*WHAT THE EXERCISE ASKS*. Would you restate every entry below word for word? Leave out the pictures.
+ + + + + + +
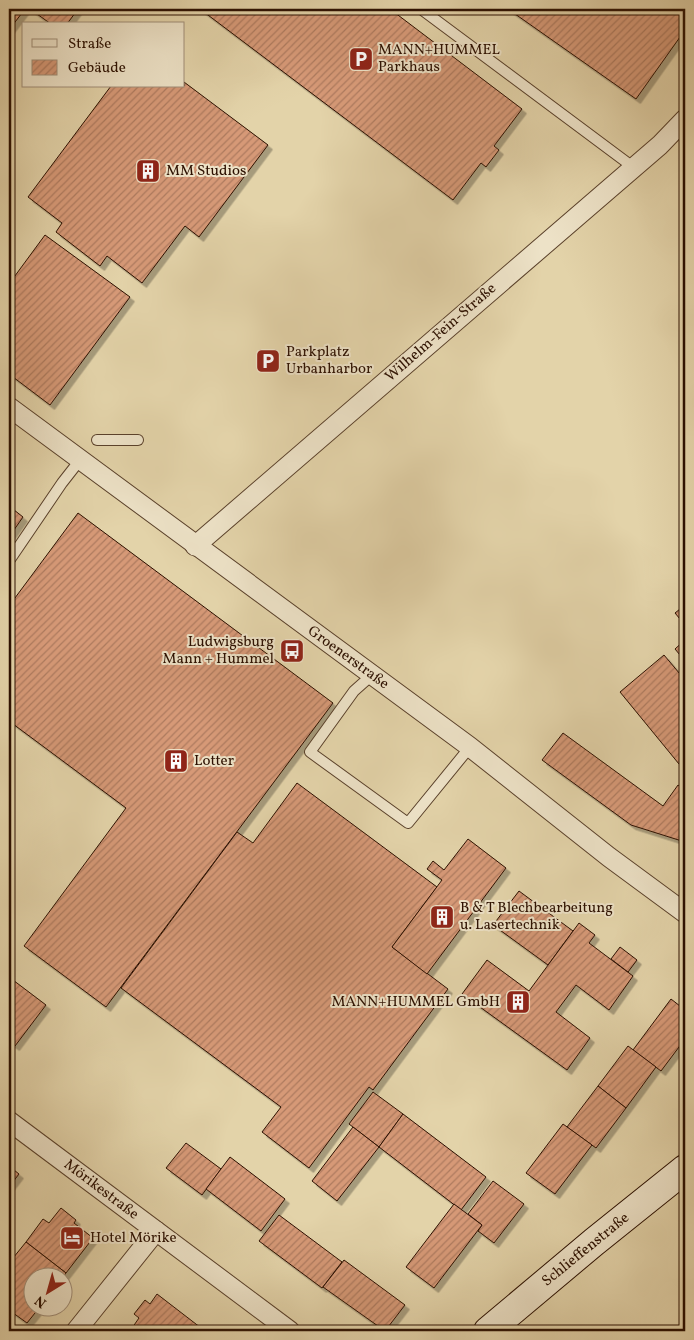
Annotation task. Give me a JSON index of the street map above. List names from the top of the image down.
{
  "streets": {
    "street": [
      "Wilhelm-Fein-Straße",
      "Groenerstraße",
      "Mörikestraße",
      "Schlieffenstraße"
    ]
  },
  "crossings": [
    ["Wilhelm-Fein-Straße", "Groenerstraße"]
  ],
  "places": {
    "parking": ["MANN+HUMMEL Parkhaus", "Parkplatz Urbanharbor"],
    "building": [
      "MM Studios",
      "Lotter",
      "B & T Blechbearbeitung u. Lasertechnik",
      "MANN+HUMMEL GmbH"
    ],
    "bus stop": ["Ludwigsburg Mann + Hummel"],
    "hotel": ["Hotel Mörike"]
  },
  "legend": ["Straße", "Gebäude"],
  "north": "bottom left"
}
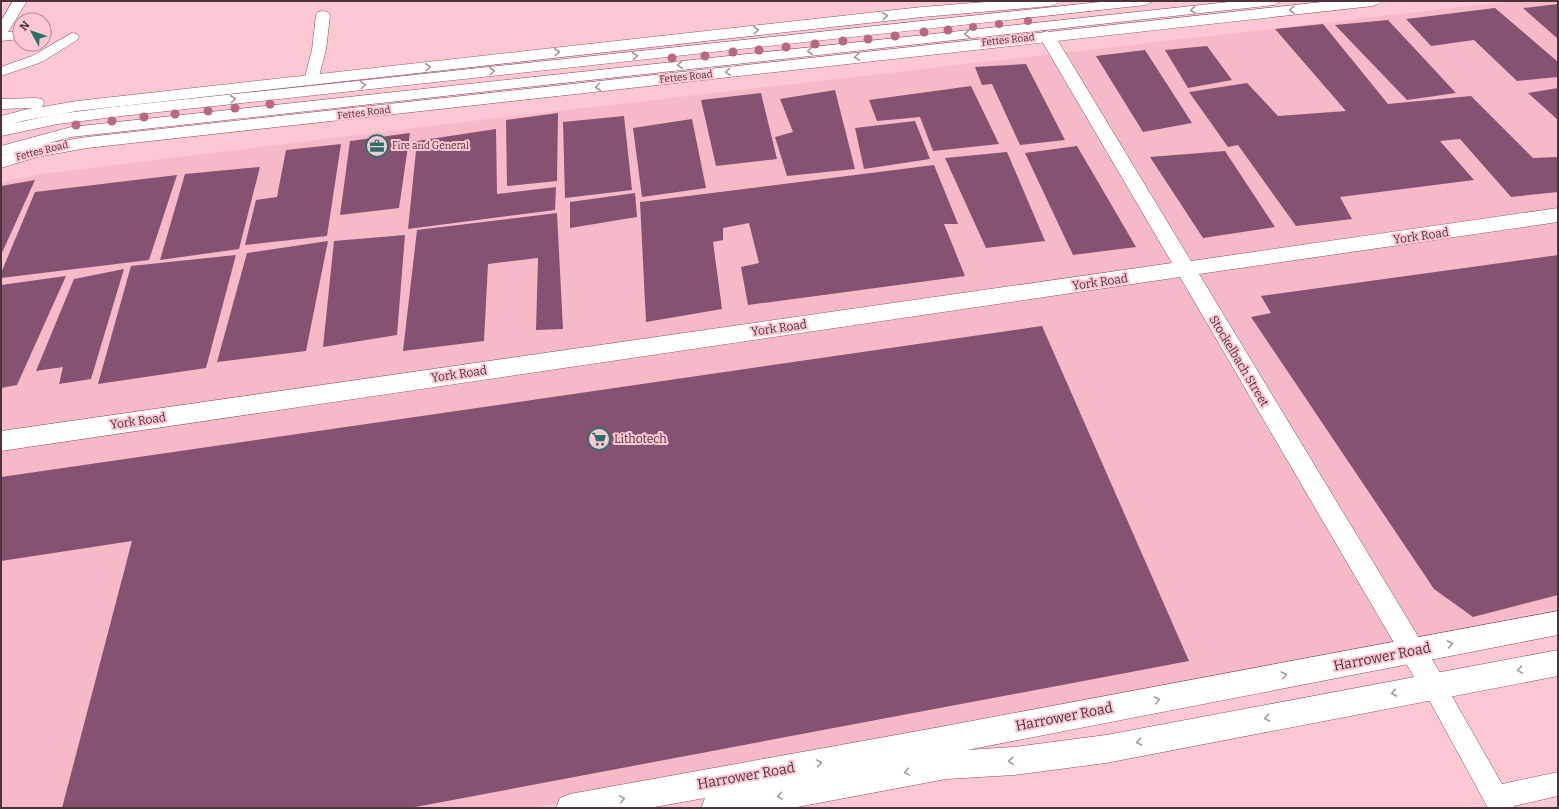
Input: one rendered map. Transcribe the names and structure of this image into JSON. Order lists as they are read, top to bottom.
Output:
{
  "streets": {
    "street": [
      "Fettes Road",
      "York Road",
      "Stockelbach Street",
      "Harrower Road"
    ]
  },
  "crossings": [
    ["Fettes Road", "Stockelbach Street"],
    ["York Road", "Stockelbach Street"],
    ["Stockelbach Street", "Harrower Road"]
  ],
  "places": {
    "office": ["Fire and General"],
    "supermarket": ["Lithotech"]
  },
  "north": "top left"
}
+ + + + + + +
*SOLUTION TO THE PROBLEM*.
Annotation task. Give me a JSON index of the street map above. List names from the top of the image down.
{
  "streets": {
    "street": [
      "Wilhelm-Fein-Straße",
      "Groenerstraße",
      "Mörikestraße",
      "Schlieffenstraße"
    ]
  },
  "crossings": [
    ["Wilhelm-Fein-Straße", "Groenerstraße"]
  ],
  "places": {
    "parking": ["MANN+HUMMEL Parkhaus", "Parkplatz Urbanharbor"],
    "building": [
      "MM Studios",
      "Lotter",
      "B & T Blechbearbeitung u. Lasertechnik",
      "MANN+HUMMEL GmbH"
    ],
    "bus stop": ["Ludwigsburg Mann + Hummel"],
    "hotel": ["Hotel Mörike"]
  },
  "legend": ["Straße", "Gebäude"],
  "north": "bottom left"
}
Input: one rendered map. Transcribe the names and structure of this image into JSON. Order lists as they are read, top to bottom.
Output:
{
  "streets": {
    "street": [
      "Fettes Road",
      "York Road",
      "Stockelbach Street",
      "Harrower Road"
    ]
  },
  "crossings": [
    ["Fettes Road", "Stockelbach Street"],
    ["York Road", "Stockelbach Street"],
    ["Stockelbach Street", "Harrower Road"]
  ],
  "places": {
    "office": ["Fire and General"],
    "supermarket": ["Lithotech"]
  },
  "north": "top left"
}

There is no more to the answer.